A Greccio, il piccolo del Regno dei cieli

Geografie della parola/3: in cammino da Assisi a Roma, una sosta a Greccio, per ricordare il senso concreto di una voce in lode dei piccoli.
15 Luglio 2023

«Chiunque si farà piccolo come questo bambino, costui è il più grande nel regno dei cieli» (Mt 18,4): c’è un luogo che più di altri mi ha rivelato il senso di questo versetto evangelico, ed è Greccio. Come è noto lì, a Natale del 1223, Francesco mise in scena il primo presepio, rievocando tanto nelle parole quanto nei gesti quanto accadde a Betlemme di Giudea alla nascita del Bambino Gesù: «In quella scena commovente risplende la semplicità evangelica, si loda la povertà, si raccomanda l’umiltà» (così annota Tommaso da Celano nella sua prima biografia del santo). Arrivavo a Greccio a piedi, in cammino da Assisi a Roma, e il piccolo borgo era sul percorso, suggerito anche come luogo di sosta e riposo.

Il santuario di Greccio è incastonato nella roccia, si arriva dai boschi, dall’alto per chi giunge camminando dall’Umbria, e ci si trova all’improvviso di fronte alla chiesa, con il complesso del convento.

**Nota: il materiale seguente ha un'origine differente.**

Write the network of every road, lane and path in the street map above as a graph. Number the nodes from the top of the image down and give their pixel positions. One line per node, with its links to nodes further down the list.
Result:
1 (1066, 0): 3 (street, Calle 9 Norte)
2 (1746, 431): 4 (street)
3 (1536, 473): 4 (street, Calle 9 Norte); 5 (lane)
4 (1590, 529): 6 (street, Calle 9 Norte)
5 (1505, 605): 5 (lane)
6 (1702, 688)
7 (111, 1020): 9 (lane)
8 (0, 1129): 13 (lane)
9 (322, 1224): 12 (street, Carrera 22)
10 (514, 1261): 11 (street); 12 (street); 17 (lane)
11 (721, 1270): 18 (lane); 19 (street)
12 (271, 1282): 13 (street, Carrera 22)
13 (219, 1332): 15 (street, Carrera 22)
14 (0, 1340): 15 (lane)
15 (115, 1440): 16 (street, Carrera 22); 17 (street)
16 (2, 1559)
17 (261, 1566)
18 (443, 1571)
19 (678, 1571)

Il luogo in cui, secondo la tradizione, Francesco ha allestito la scena natalizia e su cui è stato edificato l’eremo è semplice, piccolo, con un affresco della Natività in cui Maria allatta il Bambino: una grotta divenuta luogo di preghiera, dove alla sera, quando i visitatori lasciano la chiesa, diviene suggestivo spazio di silenzio e preghiera. «Chiunque si farà piccolo…»: poche parole che lì assumono un senso concreto, pratico, non metafisico: un Dio Bambino, un santo che ha fatto della piccolezza vera, nei gesti, il segno della vita cristiana, a imitazione appunto del Cristo incarnato.

Lì si possono gustare e percorrere le personali vie della piccolezza, di fronte a quella, unica e profondissima, scelta da Francesco. Ognuno è chiamato a trovare la sua misura, perché la sequela è farsi, in cammino, «piccolo come questo bambino»; certo, sono parole pronunciate da Gesù adulto, ma dall’inizio della vicenda del Figlio la cifra è quella dell’umiltà, della piccolezza. Non dovremmo dimenticare che umiltà deriva da humus, terra: è una dimensione che portiamo con noi, quella terrestre, e che è benedetta perché scelta da Dio nel mistero della sua Incarnazione, che troppe volte abbiamo quasi ignorato.
La sequela è partire da ciò che è piccolo perché è lì che si schiude la grandezza del Regno dei cieli: tendiamo a dimenticarlo, ma quella è la dimensione del Vangelo.

Lì, come il poeta, si può sfiorare il piccolo farsi grande e il grande farsi piccolo: «Io ritrovo, passando, l’infinito dell’umiltà» (Umberto Saba, Città vecchia).